* **WHAT TO DO**
Could you print every entry below exactly as given?

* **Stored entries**
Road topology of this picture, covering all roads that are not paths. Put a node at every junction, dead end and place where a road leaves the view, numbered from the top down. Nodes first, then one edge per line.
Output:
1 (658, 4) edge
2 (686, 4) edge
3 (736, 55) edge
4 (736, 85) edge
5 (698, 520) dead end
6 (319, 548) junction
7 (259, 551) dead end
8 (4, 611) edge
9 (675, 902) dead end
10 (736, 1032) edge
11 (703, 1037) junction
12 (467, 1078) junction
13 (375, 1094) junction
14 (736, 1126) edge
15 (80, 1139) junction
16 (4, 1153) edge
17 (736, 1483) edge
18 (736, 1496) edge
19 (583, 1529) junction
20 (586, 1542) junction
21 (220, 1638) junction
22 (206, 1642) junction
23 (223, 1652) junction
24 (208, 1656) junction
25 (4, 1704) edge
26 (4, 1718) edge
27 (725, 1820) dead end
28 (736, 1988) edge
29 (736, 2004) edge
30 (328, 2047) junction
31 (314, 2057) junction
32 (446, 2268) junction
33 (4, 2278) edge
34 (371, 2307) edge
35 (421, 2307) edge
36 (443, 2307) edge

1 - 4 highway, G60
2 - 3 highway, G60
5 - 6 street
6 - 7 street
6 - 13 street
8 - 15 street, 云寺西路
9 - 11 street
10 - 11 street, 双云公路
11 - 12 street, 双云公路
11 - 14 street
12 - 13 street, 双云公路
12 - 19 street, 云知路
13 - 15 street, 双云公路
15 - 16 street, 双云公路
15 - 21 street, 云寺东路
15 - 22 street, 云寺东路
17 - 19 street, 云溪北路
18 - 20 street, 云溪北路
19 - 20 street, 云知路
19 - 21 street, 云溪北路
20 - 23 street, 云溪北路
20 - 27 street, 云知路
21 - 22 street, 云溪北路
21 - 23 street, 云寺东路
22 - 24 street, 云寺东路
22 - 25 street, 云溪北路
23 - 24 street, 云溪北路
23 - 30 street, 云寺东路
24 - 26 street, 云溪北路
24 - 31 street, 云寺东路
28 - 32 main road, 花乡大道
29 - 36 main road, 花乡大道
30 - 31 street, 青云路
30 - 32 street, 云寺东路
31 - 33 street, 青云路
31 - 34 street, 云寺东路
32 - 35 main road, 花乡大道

* **WRITTEN ANSWER**
Road topology of this picture, covering all roads that are not paths. Put a node at every junction, dead end and place where a road leaves the view, numbered from the top down. Nodes first, then one edge per line.
Output:
1 (658, 4) edge
2 (686, 4) edge
3 (736, 55) edge
4 (736, 85) edge
5 (698, 520) dead end
6 (319, 548) junction
7 (259, 551) dead end
8 (4, 611) edge
9 (675, 902) dead end
10 (736, 1032) edge
11 (703, 1037) junction
12 (467, 1078) junction
13 (375, 1094) junction
14 (736, 1126) edge
15 (80, 1139) junction
16 (4, 1153) edge
17 (736, 1483) edge
18 (736, 1496) edge
19 (583, 1529) junction
20 (586, 1542) junction
21 (220, 1638) junction
22 (206, 1642) junction
23 (223, 1652) junction
24 (208, 1656) junction
25 (4, 1704) edge
26 (4, 1718) edge
27 (725, 1820) dead end
28 (736, 1988) edge
29 (736, 2004) edge
30 (328, 2047) junction
31 (314, 2057) junction
32 (446, 2268) junction
33 (4, 2278) edge
34 (371, 2307) edge
35 (421, 2307) edge
36 (443, 2307) edge

1 - 4 highway, G60
2 - 3 highway, G60
5 - 6 street
6 - 7 street
6 - 13 street
8 - 15 street, 云寺西路
9 - 11 street
10 - 11 street, 双云公路
11 - 12 street, 双云公路
11 - 14 street
12 - 13 street, 双云公路
12 - 19 street, 云知路
13 - 15 street, 双云公路
15 - 16 street, 双云公路
15 - 21 street, 云寺东路
15 - 22 street, 云寺东路
17 - 19 street, 云溪北路
18 - 20 street, 云溪北路
19 - 20 street, 云知路
19 - 21 street, 云溪北路
20 - 23 street, 云溪北路
20 - 27 street, 云知路
21 - 22 street, 云溪北路
21 - 23 street, 云寺东路
22 - 24 street, 云寺东路
22 - 25 street, 云溪北路
23 - 24 street, 云溪北路
23 - 30 street, 云寺东路
24 - 26 street, 云溪北路
24 - 31 street, 云寺东路
28 - 32 main road, 花乡大道
29 - 36 main road, 花乡大道
30 - 31 street, 青云路
30 - 32 street, 云寺东路
31 - 33 street, 青云路
31 - 34 street, 云寺东路
32 - 35 main road, 花乡大道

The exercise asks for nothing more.